Hello Abfalter Cristian,

In English, adjectives are not used to substitute nouns in the way they are in some other languages. I don't know Romanian, but in Spanish, for example, using an adjective in this way is common.

So in the first sentence, the best thing is to use 'one' in both gaps. You might be able to find examples where this rule is not followed, but in general I would not recommend it.

All the best,
Kirk
The LearnEnglish Team

Submitted by pencil on Mon, 22/10/2018 - 09:27

hello Could I use Which for people as well? As: Did you see the girl over there? Which one? The one with a pony or with short hair? thanks in advance.

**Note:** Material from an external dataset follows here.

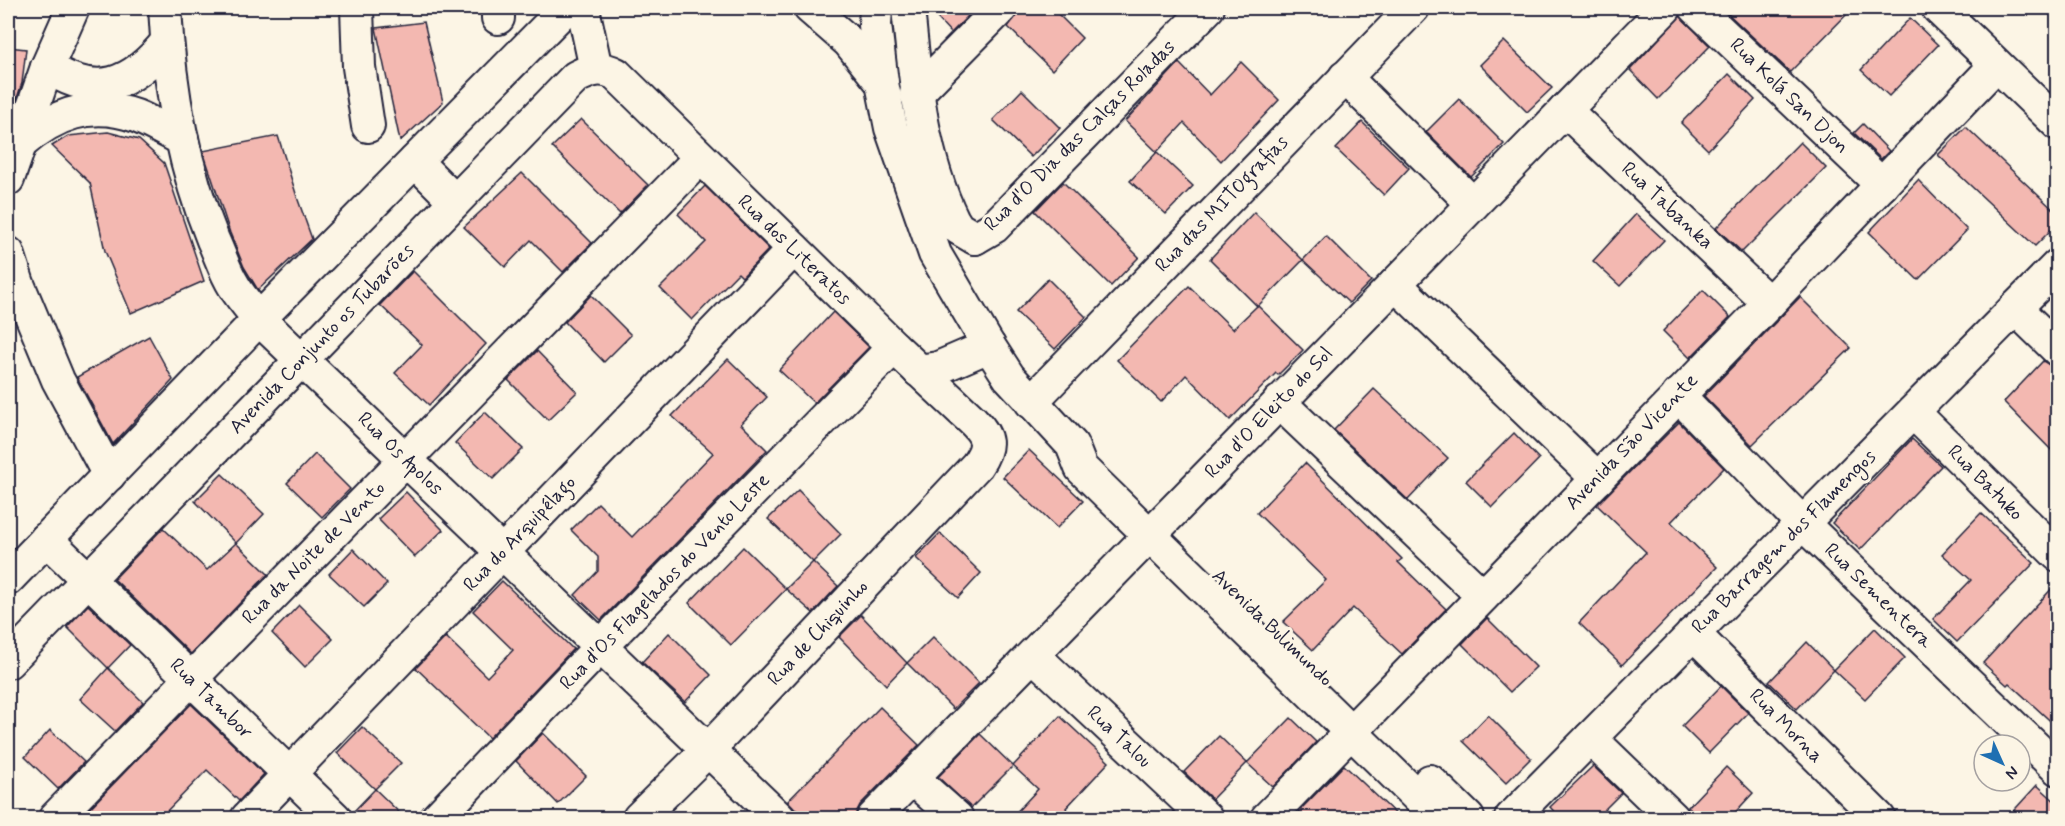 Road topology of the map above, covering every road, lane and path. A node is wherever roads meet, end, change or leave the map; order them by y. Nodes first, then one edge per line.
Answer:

Submitted by Kirk Moore on Mon, 22/10/2018 - 19:02

Hello pencil,

Yes, that is correct and perfectly natural.

All the best,
Kirk
The LearnEnglish Team

Submitted by Lijo John on Mon, 10/09/2018 - 17:45

Hello, Does this topic comes under "Indefinite Pronouns" or it is different?
Hello Peter, Thank you for the clarification. If possible can you envelop all the indefinite pronouns together to avoid future confusion?. Also, it will help to avoid pupil to refer different websites for one subject.

Hello Lijo John,

Thank you for the suggestion. We'll make a note of it for the next time we review the site organisation.

Peter

The LearnEnglish Team

Submitted by FirasAkkad on Wed, 07/02/2018 - 10:06

In the following examples: (used in the rule of one / ones) 1- See those two girls? Helen is the tall one and Jane is the short one. 2- See those two girls. Helen is the one on the left. My question is, why did you use a question mark after the first clause in the first example while you did not use it in the second?